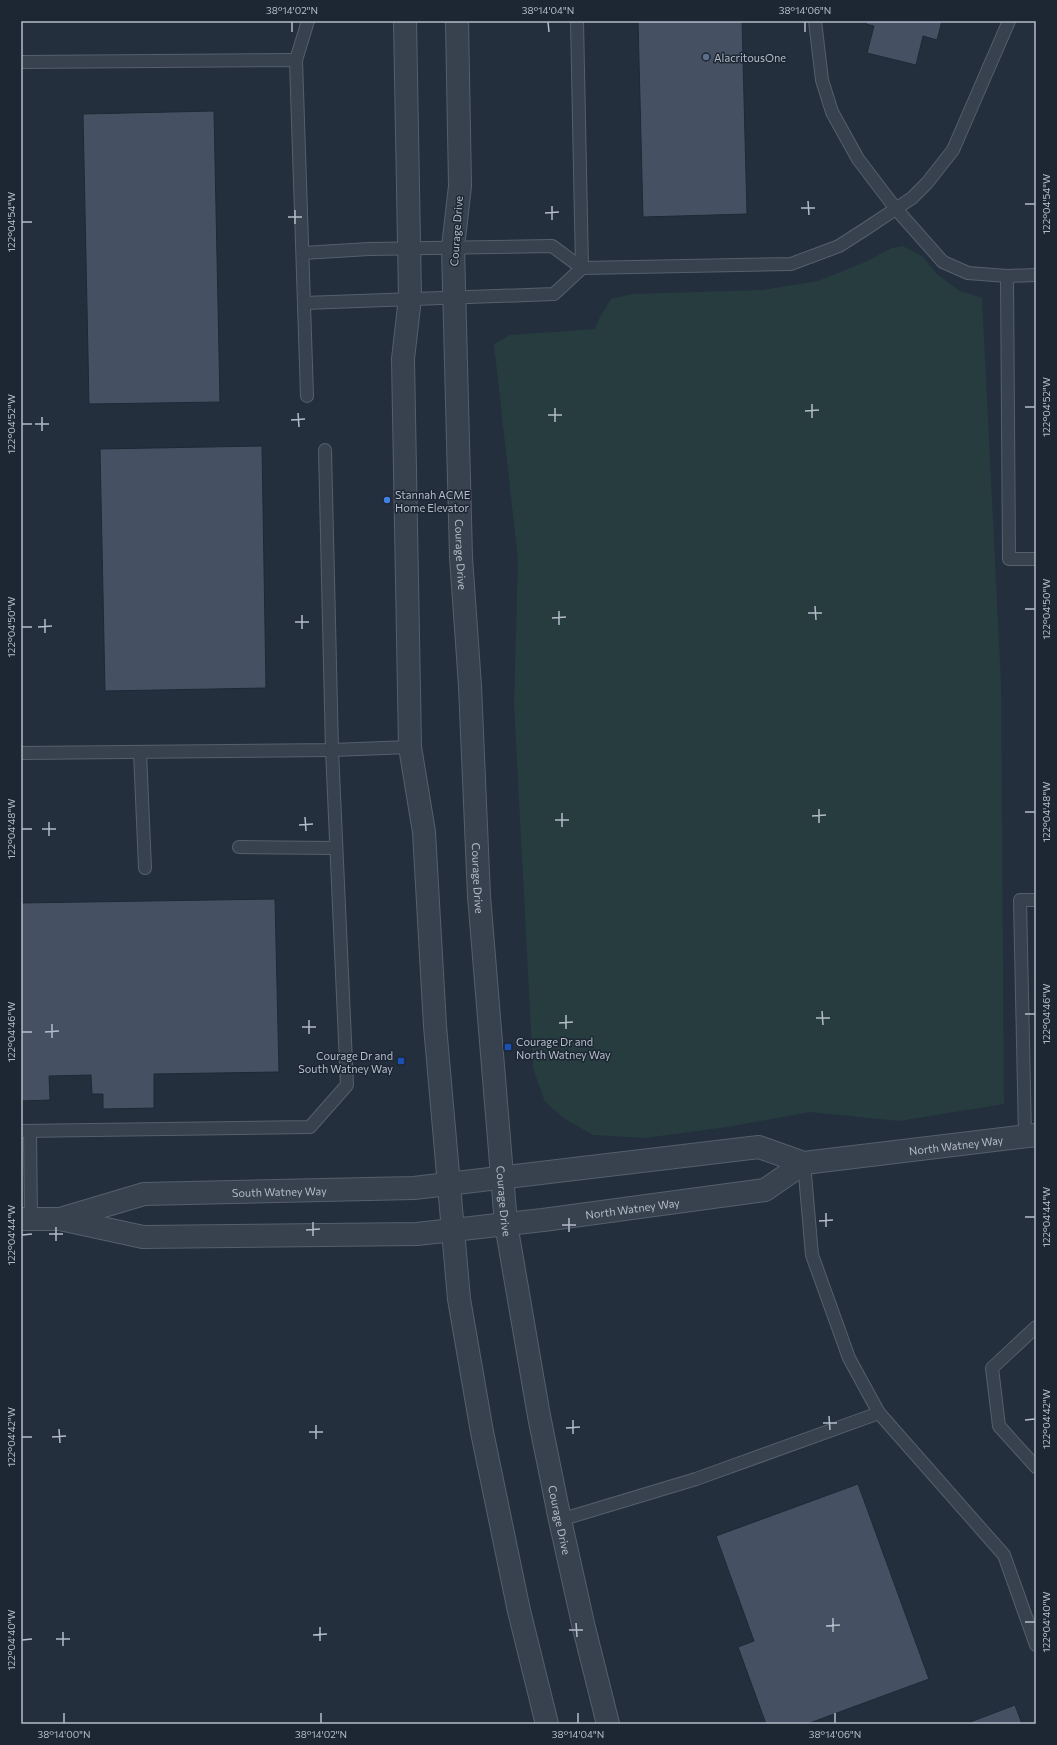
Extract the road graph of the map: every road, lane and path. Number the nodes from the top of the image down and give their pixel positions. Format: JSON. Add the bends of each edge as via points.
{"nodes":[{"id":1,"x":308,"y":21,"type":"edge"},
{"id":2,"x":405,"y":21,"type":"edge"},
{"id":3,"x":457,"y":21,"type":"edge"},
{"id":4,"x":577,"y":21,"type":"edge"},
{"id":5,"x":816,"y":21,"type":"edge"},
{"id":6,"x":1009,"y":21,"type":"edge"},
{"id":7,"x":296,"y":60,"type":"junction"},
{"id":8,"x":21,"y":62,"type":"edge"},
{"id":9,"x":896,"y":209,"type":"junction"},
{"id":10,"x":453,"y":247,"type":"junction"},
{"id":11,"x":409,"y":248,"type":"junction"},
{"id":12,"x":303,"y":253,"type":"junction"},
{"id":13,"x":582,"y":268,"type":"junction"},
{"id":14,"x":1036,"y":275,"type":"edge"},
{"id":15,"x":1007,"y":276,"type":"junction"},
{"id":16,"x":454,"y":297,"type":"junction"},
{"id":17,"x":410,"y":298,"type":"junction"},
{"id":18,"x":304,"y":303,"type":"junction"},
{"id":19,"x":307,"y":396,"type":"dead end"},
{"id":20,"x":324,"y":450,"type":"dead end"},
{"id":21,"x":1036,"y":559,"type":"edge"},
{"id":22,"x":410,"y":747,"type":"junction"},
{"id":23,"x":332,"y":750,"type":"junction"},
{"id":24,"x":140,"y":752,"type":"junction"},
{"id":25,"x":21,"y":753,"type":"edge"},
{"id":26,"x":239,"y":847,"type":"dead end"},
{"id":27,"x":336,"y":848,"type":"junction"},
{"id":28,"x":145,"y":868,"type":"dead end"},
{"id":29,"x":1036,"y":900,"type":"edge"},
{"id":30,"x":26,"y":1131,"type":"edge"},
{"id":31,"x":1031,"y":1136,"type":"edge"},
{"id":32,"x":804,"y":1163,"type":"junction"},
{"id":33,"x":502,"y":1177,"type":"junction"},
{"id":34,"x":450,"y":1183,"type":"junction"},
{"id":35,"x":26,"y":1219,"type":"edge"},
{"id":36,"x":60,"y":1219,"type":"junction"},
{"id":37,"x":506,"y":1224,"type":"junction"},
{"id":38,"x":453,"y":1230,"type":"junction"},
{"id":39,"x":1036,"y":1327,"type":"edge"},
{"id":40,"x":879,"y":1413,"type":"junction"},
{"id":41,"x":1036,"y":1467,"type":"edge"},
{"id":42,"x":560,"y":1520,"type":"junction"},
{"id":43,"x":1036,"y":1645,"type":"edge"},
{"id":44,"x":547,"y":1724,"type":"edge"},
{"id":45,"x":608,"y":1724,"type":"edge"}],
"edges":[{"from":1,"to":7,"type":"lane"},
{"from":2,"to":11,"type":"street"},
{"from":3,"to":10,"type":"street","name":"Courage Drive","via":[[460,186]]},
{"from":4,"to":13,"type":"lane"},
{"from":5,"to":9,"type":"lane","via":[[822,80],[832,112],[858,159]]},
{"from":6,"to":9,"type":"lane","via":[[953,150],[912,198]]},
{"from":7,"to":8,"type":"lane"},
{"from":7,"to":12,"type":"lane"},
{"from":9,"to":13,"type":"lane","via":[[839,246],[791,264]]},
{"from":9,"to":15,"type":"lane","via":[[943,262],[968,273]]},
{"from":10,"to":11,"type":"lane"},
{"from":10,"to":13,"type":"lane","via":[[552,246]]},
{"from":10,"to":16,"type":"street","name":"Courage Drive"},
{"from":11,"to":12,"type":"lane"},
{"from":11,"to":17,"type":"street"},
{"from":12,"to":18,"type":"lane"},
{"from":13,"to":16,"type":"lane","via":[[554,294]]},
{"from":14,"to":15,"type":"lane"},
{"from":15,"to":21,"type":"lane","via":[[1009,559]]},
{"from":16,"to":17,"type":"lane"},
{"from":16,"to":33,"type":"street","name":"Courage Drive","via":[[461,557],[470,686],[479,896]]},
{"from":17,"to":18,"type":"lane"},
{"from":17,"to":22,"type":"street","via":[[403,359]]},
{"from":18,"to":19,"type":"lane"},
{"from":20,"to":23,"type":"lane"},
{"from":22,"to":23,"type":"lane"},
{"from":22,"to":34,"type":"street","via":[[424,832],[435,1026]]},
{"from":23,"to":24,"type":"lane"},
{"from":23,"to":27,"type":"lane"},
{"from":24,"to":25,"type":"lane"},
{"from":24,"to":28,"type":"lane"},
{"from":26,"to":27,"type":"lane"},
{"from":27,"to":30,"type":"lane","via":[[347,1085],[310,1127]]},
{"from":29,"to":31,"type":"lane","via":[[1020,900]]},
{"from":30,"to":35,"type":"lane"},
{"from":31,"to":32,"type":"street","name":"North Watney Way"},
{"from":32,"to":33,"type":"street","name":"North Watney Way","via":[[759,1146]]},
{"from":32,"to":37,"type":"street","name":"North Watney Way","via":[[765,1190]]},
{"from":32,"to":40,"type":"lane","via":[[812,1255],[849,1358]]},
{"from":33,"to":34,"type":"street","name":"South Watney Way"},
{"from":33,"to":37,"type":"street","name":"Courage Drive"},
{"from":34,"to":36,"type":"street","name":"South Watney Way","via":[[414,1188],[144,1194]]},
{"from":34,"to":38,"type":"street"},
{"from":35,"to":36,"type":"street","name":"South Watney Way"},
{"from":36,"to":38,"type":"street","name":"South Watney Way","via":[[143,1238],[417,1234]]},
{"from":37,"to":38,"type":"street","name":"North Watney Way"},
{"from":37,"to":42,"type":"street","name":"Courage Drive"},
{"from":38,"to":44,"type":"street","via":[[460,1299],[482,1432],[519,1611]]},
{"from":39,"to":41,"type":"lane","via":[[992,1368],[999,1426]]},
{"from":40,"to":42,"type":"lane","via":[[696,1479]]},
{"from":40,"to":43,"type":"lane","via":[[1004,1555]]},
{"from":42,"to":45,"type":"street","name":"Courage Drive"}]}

□ □ □ □

In the data above, which lines include "nodes"? Return those lines.

Extract the road graph of the map: every road, lane and path. Number the nodes from the top of the image down and give their pixel positions. Format: JSON. Add the bends of each edge as via points.
{"nodes":[{"id":1,"x":308,"y":21,"type":"edge"},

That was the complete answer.